##### Dataset extract
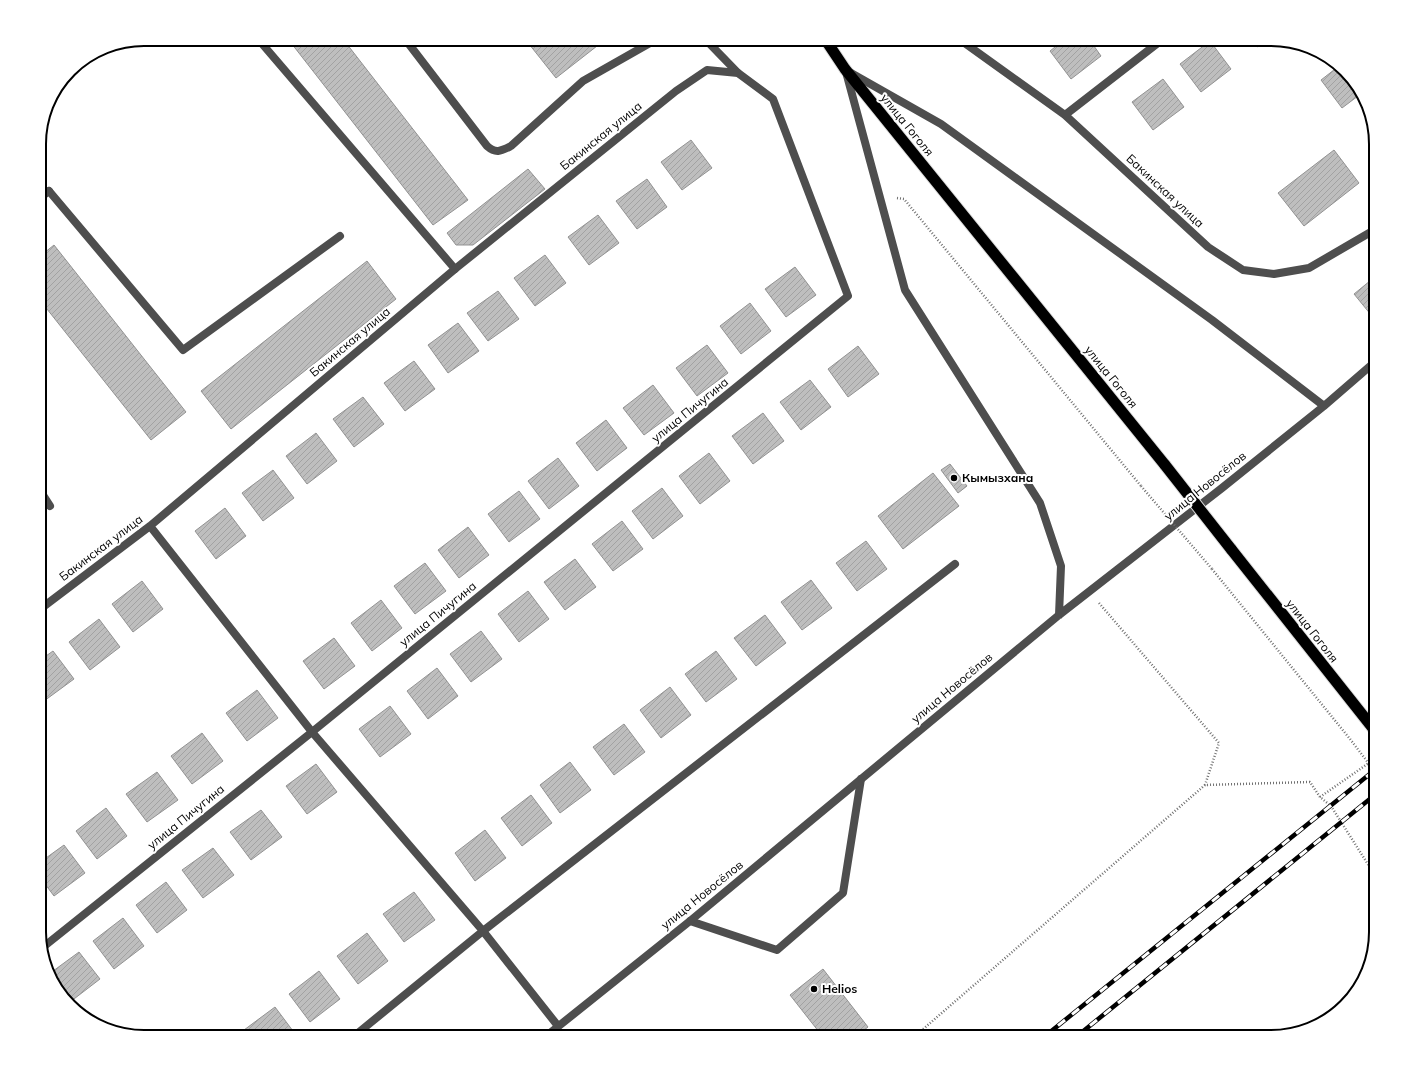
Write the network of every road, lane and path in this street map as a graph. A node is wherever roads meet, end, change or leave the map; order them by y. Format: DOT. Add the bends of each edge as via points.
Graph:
graph roads {
  1 [pos="264,46"];
  2 [pos="410,46"];
  3 [pos="645,46"];
  4 [pos="712,46"];
  5 [pos="829,46"];
  6 [pos="969,46"];
  7 [pos="1154,46"];
  8 [pos="845,69"];
  9 [pos="738,74"];
  10 [pos="1065,115"];
  11 [pos="46,193"];
  12 [pos="884,214"];
  13 [pos="1369,233"];
  14 [pos="340,236"];
  15 [pos="455,270"];
  16 [pos="1369,367"];
  17 [pos="1324,406"];
  18 [pos="46,500"];
  19 [pos="50,506"];
  20 [pos="150,526"];
  21 [pos="955,564"];
  22 [pos="1090,592"];
  23 [pos="46,605"];
  24 [pos="1059,615"];
  25 [pos="1369,723"];
  26 [pos="312,732"];
  27 [pos="1369,763"];
  28 [pos="1369,764"];
  29 [pos="861,779"];
  30 [pos="1205,785"];
  31 [pos="1320,797"];
  32 [pos="1369,866"];
  33 [pos="690,921"];
  34 [pos="483,931"];
  35 [pos="47,944"];
  36 [pos="558,1026"];
  37 [pos="362,1030"];
  38 [pos="553,1030"];
  39 [pos="922,1030"];
  1 -- 15 [label="street"];
  2 -- 3 [label="street" via="487,146 492,151 500,151 511,146 583,81"];
  4 -- 9 [label="street"];
  5 -- 8 [label="highway, улица Гоголя"];
  6 -- 10 [label="street, Бакинская улица"];
  7 -- 10 [label="street"];
  8 -- 12 [label="street"];
  8 -- 17 [label="street" via="941,124 1212,320"];
  8 -- 25 [label="highway, улица Гоголя, bridge" via="1165,464"];
  9 -- 15 [label="street, Бакинская улица" via="707,70 676,91"];
  9 -- 26 [label="street, улица Пичугина" via="773,99 848,296"];
  10 -- 13 [label="street, Бакинская улица" via="1208,247 1243,270 1274,274 1309,268"];
  11 -- 14 [label="street" via="49,191 183,350"];
  12 -- 24 [label="street" via="905,290 1040,503 1061,566"];
  12 -- 28 [label="path, bridge" via="894,198 904,199 1212,569"];
  15 -- 20 [label="street, Бакинская улица"];
  16 -- 17 [label="street, улица Новосёлов"];
  17 -- 22 [label="street, улица Новосёлов"];
  18 -- 19 [label="street"];
  20 -- 23 [label="street, Бакинская улица"];
  20 -- 26 [label="street"];
  21 -- 34 [label="street"];
  22 -- 24 [label="street, улица Новосёлов"];
  22 -- 30 [label="path" via="1219,743"];
  24 -- 29 [label="street, улица Новосёлов"];
  26 -- 34 [label="street"];
  26 -- 35 [label="street, улица Пичугина"];
  27 -- 31 [label="path"];
  29 -- 33 [label="street, улица Новосёлов"];
  29 -- 33 [label="street" via="843,893 777,950"];
  30 -- 31 [label="path" via="1310,782"];
  30 -- 39 [label="path"];
  31 -- 32 [label="path" via="1331,806"];
  33 -- 36 [label="street, улица Новосёлов"];
  34 -- 36 [label="street"];
  34 -- 37 [label="street"];
  36 -- 38 [label="street, улица Новосёлов"];
}
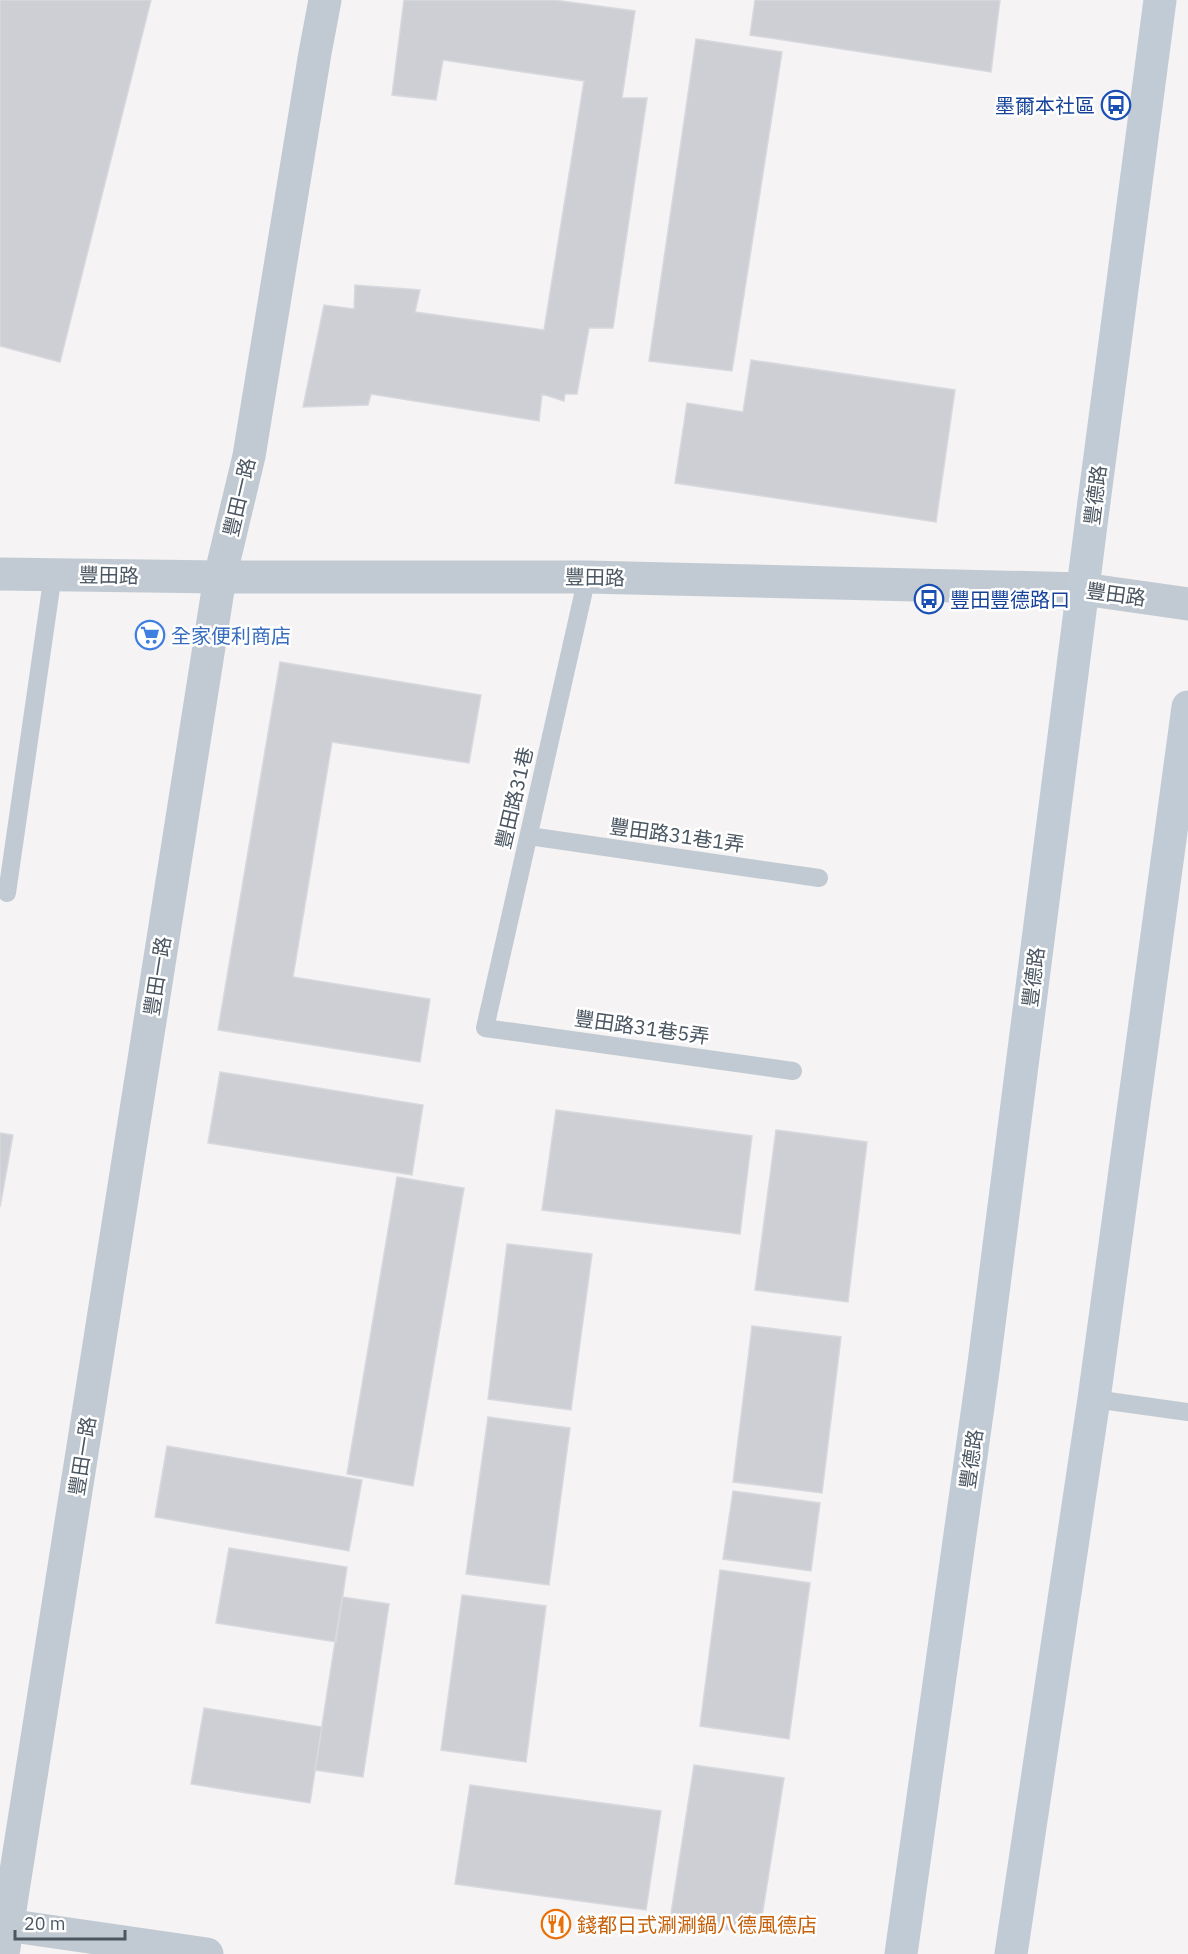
##########
Please copy each line of the records above that holds the word "Бакинская".

● Completed exercise:
  6 -- 10 [label="street, Бакинская улица"];
  9 -- 15 [label="street, Бакинская улица" via="707,70 676,91"];
  10 -- 13 [label="street, Бакинская улица" via="1208,247 1243,270 1274,274 1309,268"];
  15 -- 20 [label="street, Бакинская улица"];
  20 -- 23 [label="street, Бакинская улица"];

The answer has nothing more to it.